### WHAT YOU NEED TO DO:
Retrieve all lines below that have the string "Usminia".

--- EXTRACTED INFORMATION ---

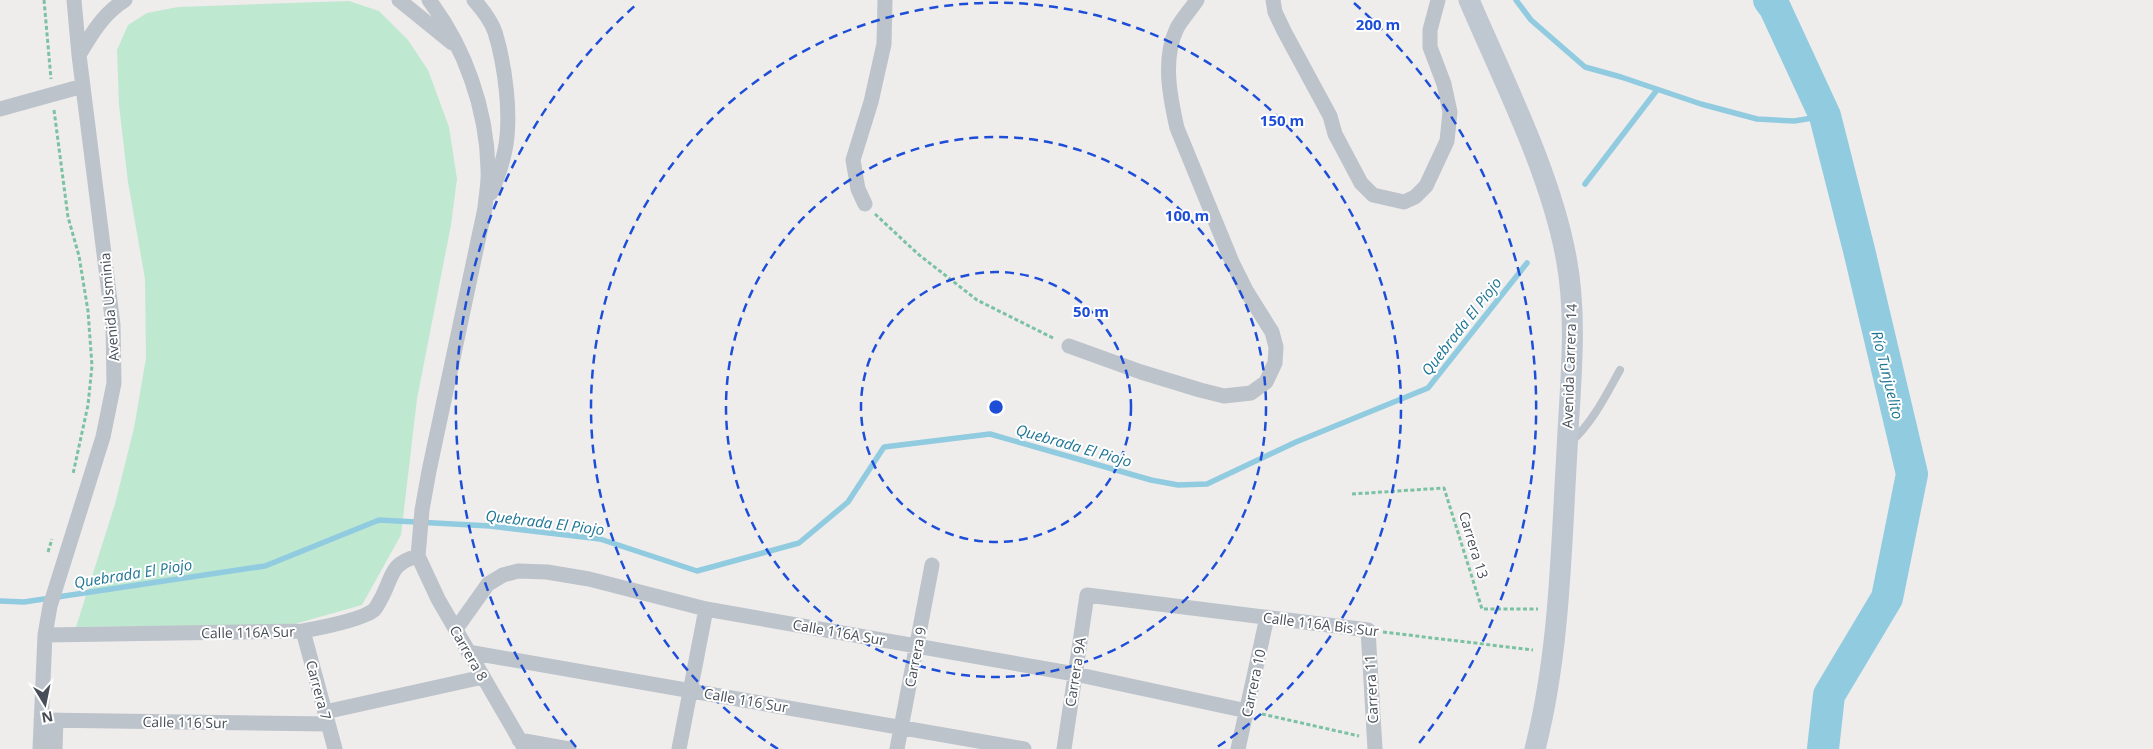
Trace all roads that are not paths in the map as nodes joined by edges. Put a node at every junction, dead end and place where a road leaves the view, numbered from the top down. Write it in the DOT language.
graph roads {
  1 [pos="74,0"];
  2 [pos="125,0"];
  3 [pos="399,0"];
  4 [pos="429,0"];
  5 [pos="474,0"];
  6 [pos="886,0"];
  7 [pos="1197,0"];
  8 [pos="1273,0"];
  9 [pos="1438,0"];
  10 [pos="1469,0"];
  11 [pos="458,49"];
  12 [pos="79,56"];
  13 [pos="83,86"];
  14 [pos="0,109"];
  15 [pos="865,204"];
  16 [pos="485,208"];
  17 [pos="1070,346"];
  18 [pos="1620,370"];
  19 [pos="1567,446"];
  20 [pos="418,556"];
  21 [pos="932,565"];
  22 [pos="1087,595"];
  23 [pos="706,609"];
  24 [pos="1267,617"];
  25 [pos="456,629"];
  26 [pos="1368,630"];
  27 [pos="303,631"];
  28 [pos="45,635"];
  29 [pos="917,646"];
  30 [pos="468,652"];
  31 [pos="1075,674"];
  32 [pos="483,677"];
  33 [pos="689,690"];
  34 [pos="1247,711"];
  35 [pos="326,718"];
  36 [pos="49,720"];
  37 [pos="901,728"];
  38 [pos="1375,744"];
  39 [pos="522,745"];
  40 [pos="40,749"];
  41 [pos="55,749"];
  42 [pos="335,749"];
  43 [pos="569,749"];
  44 [pos="678,749"];
  45 [pos="897,749"];
  46 [pos="1024,749"];
  47 [pos="1064,749"];
  48 [pos="1238,749"];
  49 [pos="1534,749"];
  1 -- 12 [label="street, Avenida Usminia"];
  2 -- 12 [label="street"];
  3 -- 11 [label="street"];
  4 -- 11 [label="street"];
  5 -- 16 [label="street"];
  6 -- 15 [label="street"];
  7 -- 17 [label="street"];
  8 -- 9 [label="street"];
  10 -- 19 [label="main road, Avenida Carrera 14"];
  11 -- 16 [label="street"];
  12 -- 13 [label="street, Avenida Usminia"];
  13 -- 14 [label="street"];
  13 -- 28 [label="street, Avenida Usminia"];
  16 -- 20 [label="street"];
  18 -- 19 [label="lane"];
  19 -- 49 [label="main road, Avenida Carrera 14"];
  20 -- 25 [label="street, Carrera 8"];
  20 -- 27 [label="street, Calle 116A Sur"];
  21 -- 29 [label="street, Carrera 9"];
  22 -- 24 [label="street, Calle 116A Bis Sur"];
  22 -- 31 [label="street, Carrera 9A"];
  23 -- 25 [label="street, Calle 116A Sur"];
  23 -- 29 [label="street, Calle 116A Sur"];
  23 -- 33 [label="street"];
  24 -- 26 [label="street, Calle 116A Bis Sur"];
  24 -- 34 [label="street, Carrera 10"];
  25 -- 30 [label="street, Carrera 8"];
  26 -- 38 [label="street, Carrera 11"];
  27 -- 28 [label="street, Calle 116A Sur"];
  27 -- 35 [label="street, Carrera 7"];
  28 -- 36 [label="street, Avenida Usminia"];
  29 -- 31 [label="street, Calle 116A Sur"];
  29 -- 37 [label="street, Carrera 9"];
  30 -- 32 [label="street, Carrera 8"];
  30 -- 33 [label="street, Calle 116 Sur"];
  31 -- 34 [label="street, Calle 116A Sur"];
  31 -- 47 [label="street, Carrera 9A"];
  32 -- 35 [label="street, Calle 116 Sur"];
  32 -- 39 [label="street, Carrera 8"];
  33 -- 37 [label="street, Calle 116 Sur"];
  33 -- 44 [label="street"];
  34 -- 48 [label="street, Carrera 10"];
  35 -- 36 [label="street, Calle 116 Sur"];
  35 -- 42 [label="street, Carrera 7"];
  36 -- 40 [label="street"];
  36 -- 41 [label="street"];
  37 -- 45 [label="street, Carrera 9"];
  37 -- 46 [label="street, Calle 116 Sur"];
  39 -- 43 [label="street"];
}
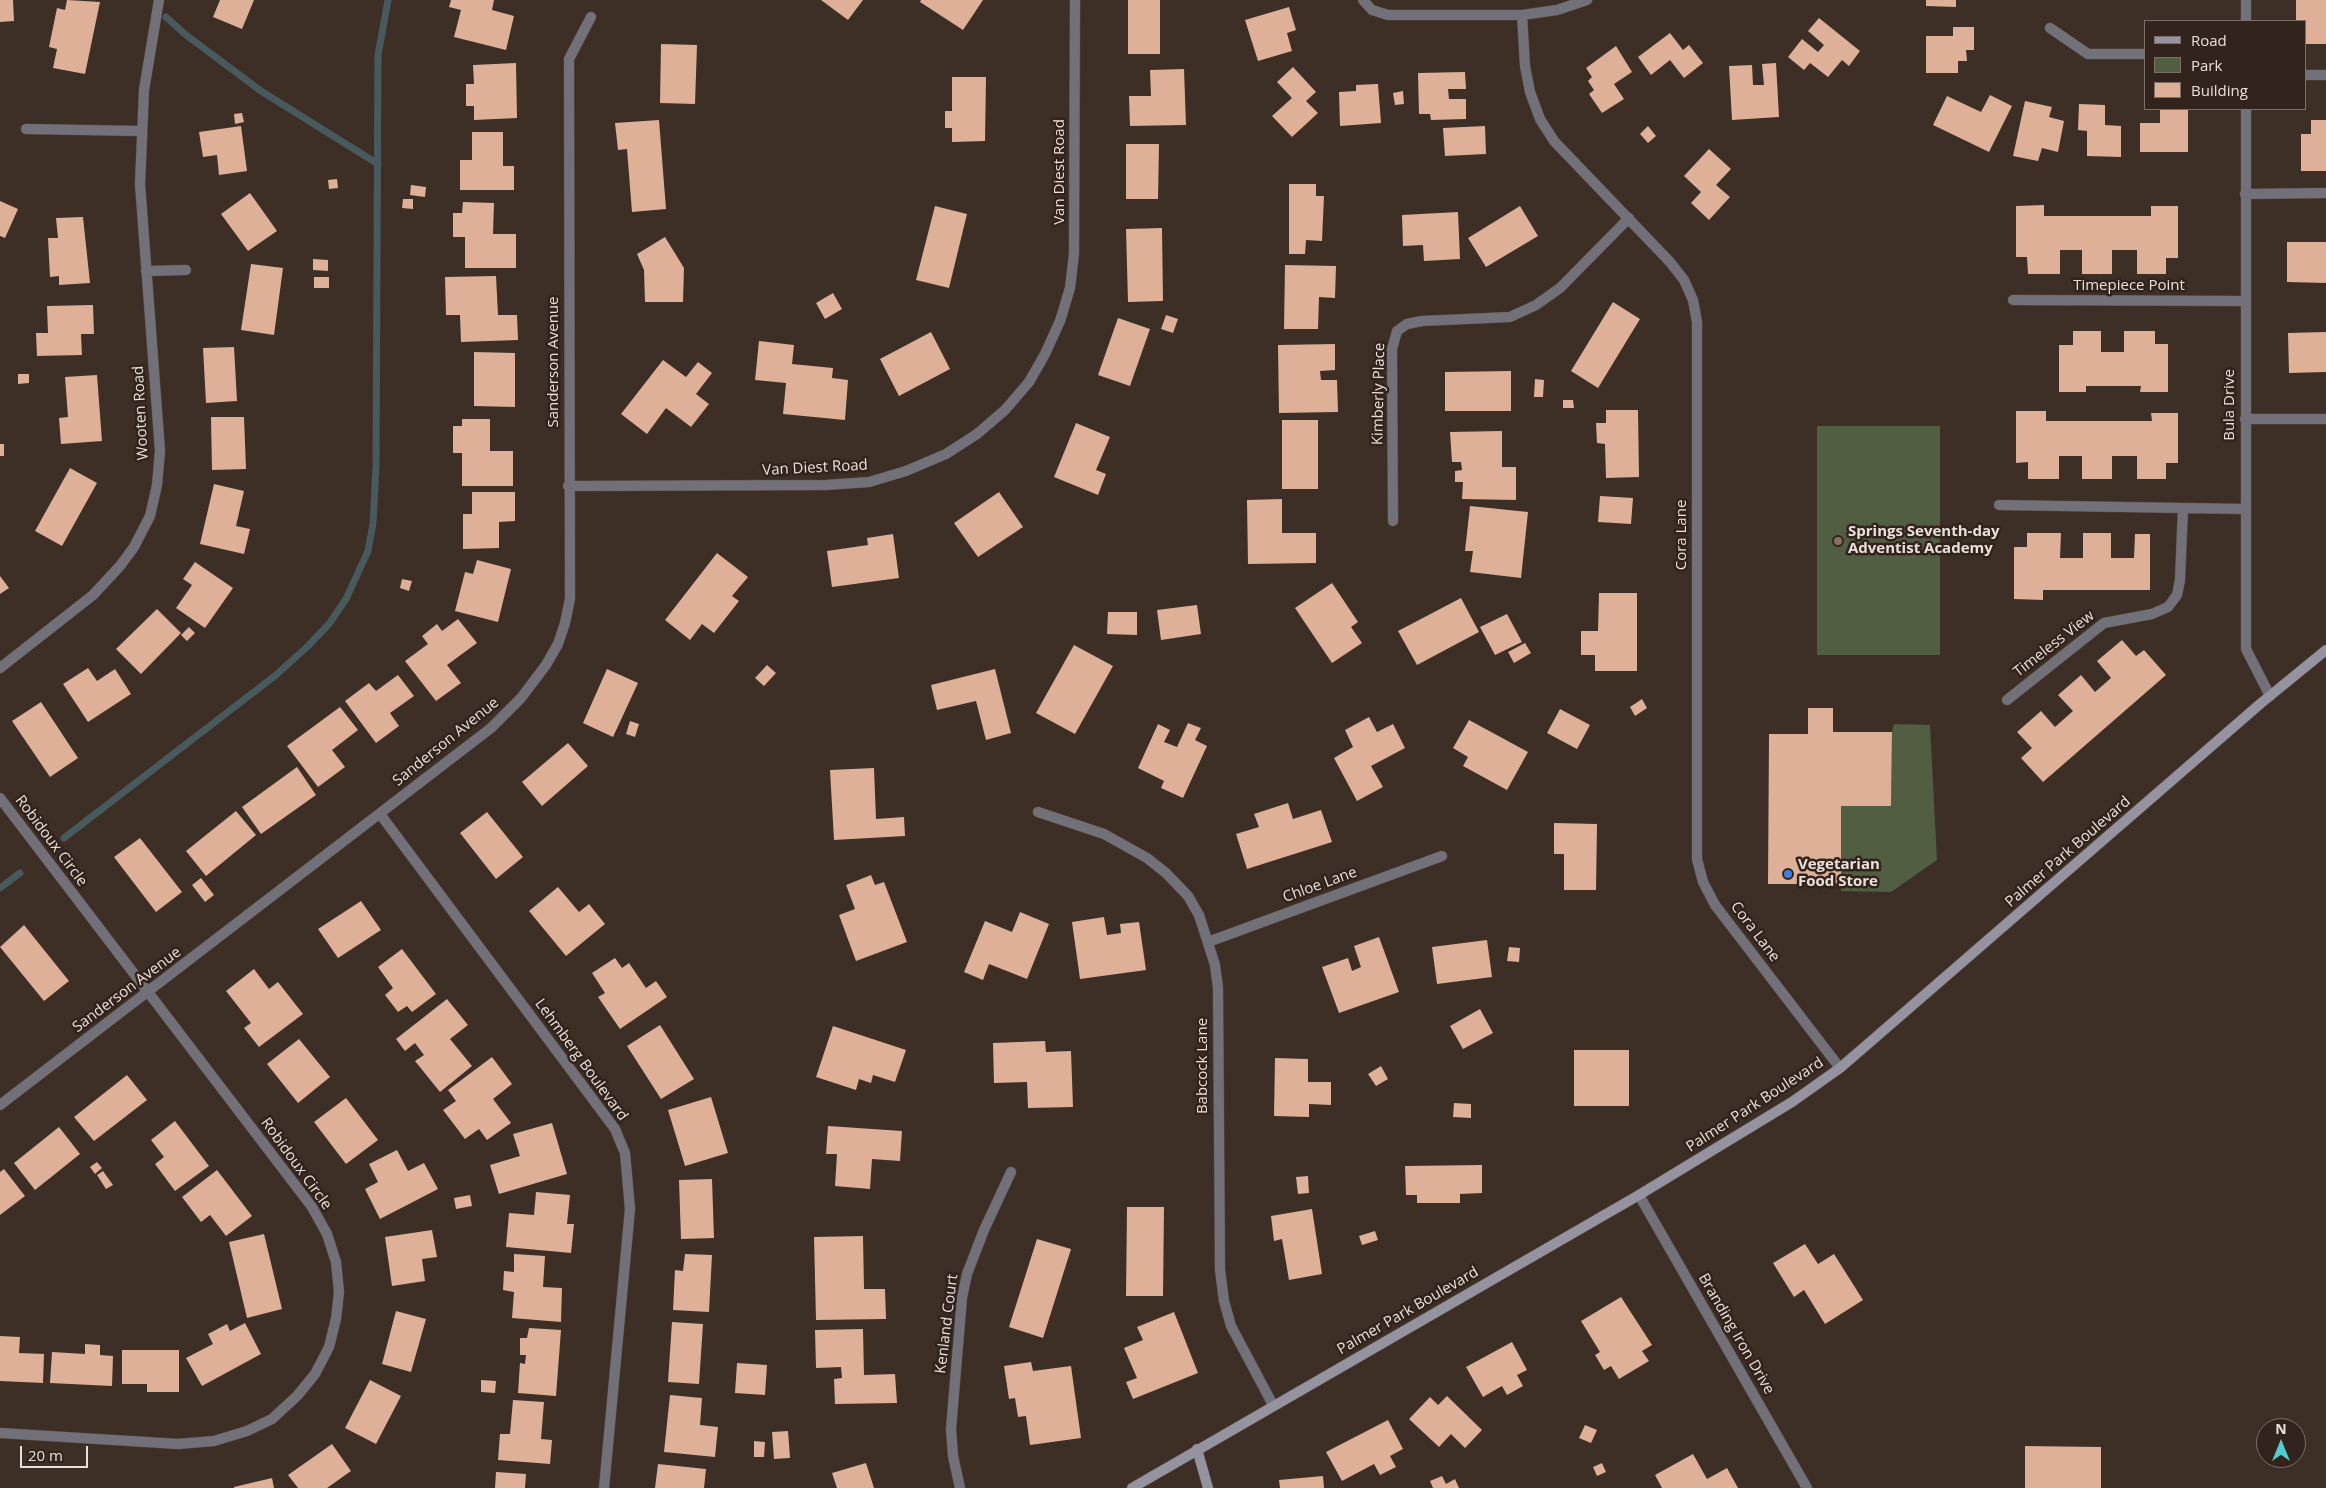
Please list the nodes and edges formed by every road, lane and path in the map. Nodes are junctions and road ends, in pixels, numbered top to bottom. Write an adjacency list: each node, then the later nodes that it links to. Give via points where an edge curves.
1 (159, 0): 15 (street, Wooten Road, via 149,50)
2 (1075, 0): 25 (street, Van Diest Road, via 1074,254 1070,288 1060,322 1045,354 1005,410 946,454 869,482)
3 (1363, 0): 6 (street, via 1372,10 1388,15)
4 (1587, 0): 6 (street, via 1557,10)
5 (2246, 0): 8 (street)
6 (1522, 15): 18 (street, Cora Lane, via 1525,66 1540,118 1554,141)
7 (591, 17): 25 (street, Sanderson Avenue, via 569,59)
8 (2246, 20)
9 (2050, 28): 10 (street, via 2088,54)
10 (2144, 54)
11 (2306, 75): 12 (street)
12 (2326, 75)
13 (2246, 110): 17 (street, Bula Drive)
14 (26, 130): 15 (street)
15 (141, 131): 20 (street, Wooten Road, via 140,184)
16 (2326, 193): 17 (street)
17 (2245, 194): 22 (street, Bula Drive)
18 (1629, 218): 29 (street, Kimberly Place, via 1560,288 1536,305 1510,317 1422,322 1407,324 1397,331 1392,349); 40 (street, Cora Lane, via 1684,280 1697,322 1697,859 1703,882 1716,905)
19 (186, 270): 20 (street)
20 (146, 272): 31 (street, Wooten Road, via 160,451 150,516 134,546 93,595)
21 (2013, 300): 22 (street, Timepiece Point)
22 (2245, 301): 23 (street, Bula Drive)
23 (2245, 419): 24 (street); 28 (street, Bula Drive)
24 (2326, 419)
25 (568, 486): 36 (street, Sanderson Avenue, via 570,599 558,644 546,665 522,698 491,728)
26 (1999, 505): 27 (street)
27 (2183, 508): 28 (street); 33 (street, Timeless View, via 2180,580 2177,595 2168,607 2152,614 2104,623)
28 (2246, 509): 32 (street, Bula Drive, via 2246,649)
29 (1393, 521)
30 (2326, 650): 32 (main road, Palmer Park Boulevard)
31 (0, 668)
32 (2270, 696): 40 (main road, Palmer Park Boulevard)
33 (2007, 700)
34 (0, 798): 39 (street, Robidoux Circle)
35 (1038, 812): 38 (street, Babcock Lane, via 1104,834 1147,858 1188,896)
36 (380, 814): 39 (street, Sanderson Avenue); 47 (street, Lehmberg Boulevard, via 615,1128 625,1153 630,1209)
37 (1442, 856): 38 (street, Chloe Lane)
38 (1208, 942): 44 (street, Babcock Lane, via 1218,988 1220,1270 1224,1301 1231,1326)
39 (148, 992): 41 (street, Sanderson Avenue); 45 (street, Robidoux Circle, via 312,1207 327,1234 336,1262 339,1292 329,1347 315,1374 272,1419 214,1441 178,1444)
40 (1840, 1068): 43 (main road, Palmer Park Boulevard, via 1765,1120)
41 (0, 1105)
42 (1011, 1172): 48 (street, Kenland Court, via 984,1230 967,1274 962,1298 951,1429)
43 (1639, 1195): 44 (main road, Palmer Park Boulevard); 51 (street, Branding Iron Drive)
44 (1273, 1406): 46 (main road, Palmer Park Boulevard)
45 (0, 1432)
46 (1197, 1449): 49 (main road, Palmer Park Boulevard); 50 (main road)
47 (604, 1488)
48 (960, 1488)
49 (1132, 1488)
50 (1208, 1488)
51 (1807, 1488)

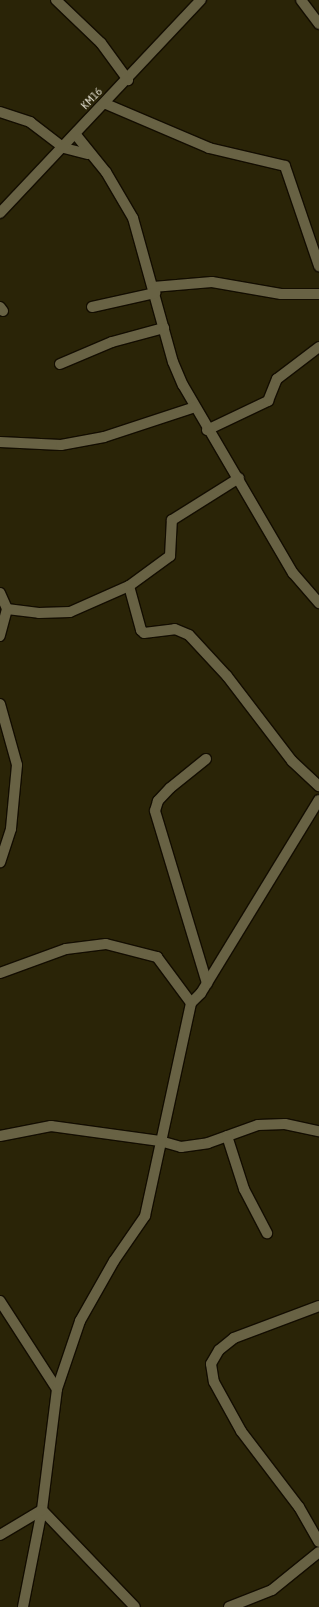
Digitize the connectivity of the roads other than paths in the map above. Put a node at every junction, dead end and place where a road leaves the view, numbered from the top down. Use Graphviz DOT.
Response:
graph roads {
  1 [pos="56,0"];
  2 [pos="201,0"];
  3 [pos="301,0"];
  4 [pos="319,24"];
  5 [pos="128,80"];
  6 [pos="106,104"];
  7 [pos="0,112"];
  8 [pos="76,136"];
  9 [pos="64,148"];
  10 [pos="88,154"];
  11 [pos="0,213"];
  12 [pos="319,266"];
  13 [pos="154,290"];
  14 [pos="319,294"];
  15 [pos="92,307"];
  16 [pos="164,328"];
  17 [pos="319,348"];
  18 [pos="60,364"];
  19 [pos="195,407"];
  20 [pos="207,430"];
  21 [pos="0,442"];
  22 [pos="239,478"];
  23 [pos="129,586"];
  24 [pos="0,592"];
  25 [pos="319,603"];
  26 [pos="7,609"];
  27 [pos="0,636"];
  28 [pos="0,704"];
  29 [pos="206,759"];
  30 [pos="319,786"];
  31 [pos="319,800"];
  32 [pos="0,862"];
  33 [pos="0,973"];
  34 [pos="207,983"];
  35 [pos="191,1003"];
  36 [pos="319,1131"];
  37 [pos="0,1136"];
  38 [pos="227,1136"];
  39 [pos="160,1141"];
  40 [pos="267,1233"];
  41 [pos="0,1301"];
  42 [pos="319,1306"];
  43 [pos="57,1389"];
  44 [pos="42,1510"];
  45 [pos="0,1535"];
  46 [pos="319,1542"];
  47 [pos="319,1552"];
  48 [pos="23,1607"];
  49 [pos="135,1607"];
  50 [pos="229,1607"];
  1 -- 5 [label="street"];
  2 -- 5 [label="street, KM16"];
  3 -- 4 [label="street"];
  5 -- 6 [label="street, KM16"];
  6 -- 8 [label="street, KM16"];
  6 -- 12 [label="street"];
  7 -- 9 [label="street"];
  8 -- 9 [label="street, KM16"];
  8 -- 10 [label="street"];
  9 -- 10 [label="street"];
  9 -- 11 [label="street, KM16"];
  10 -- 13 [label="street"];
  13 -- 14 [label="street"];
  13 -- 15 [label="street"];
  13 -- 16 [label="street"];
  16 -- 18 [label="street"];
  16 -- 19 [label="street"];
  17 -- 20 [label="street"];
  19 -- 20 [label="street"];
  19 -- 21 [label="street"];
  20 -- 22 [label="street"];
  22 -- 23 [label="street"];
  22 -- 25 [label="street"];
  23 -- 26 [label="street"];
  23 -- 30 [label="street"];
  24 -- 26 [label="street"];
  26 -- 27 [label="street"];
  28 -- 32 [label="street"];
  29 -- 34 [label="street"];
  31 -- 34 [label="street"];
  33 -- 35 [label="street"];
  34 -- 35 [label="street"];
  35 -- 39 [label="street"];
  36 -- 38 [label="street"];
  37 -- 39 [label="street"];
  38 -- 39 [label="street"];
  38 -- 40 [label="street"];
  39 -- 43 [label="street"];
  41 -- 43 [label="street"];
  42 -- 46 [label="street"];
  43 -- 44 [label="street"];
  44 -- 45 [label="street"];
  44 -- 48 [label="street"];
  44 -- 49 [label="street"];
  47 -- 50 [label="street"];
}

---

### TASK SOLUTION:
  1 -- 12 [label="street, Avenida Usminia"];
  12 -- 13 [label="street, Avenida Usminia"];
  13 -- 28 [label="street, Avenida Usminia"];
  28 -- 36 [label="street, Avenida Usminia"];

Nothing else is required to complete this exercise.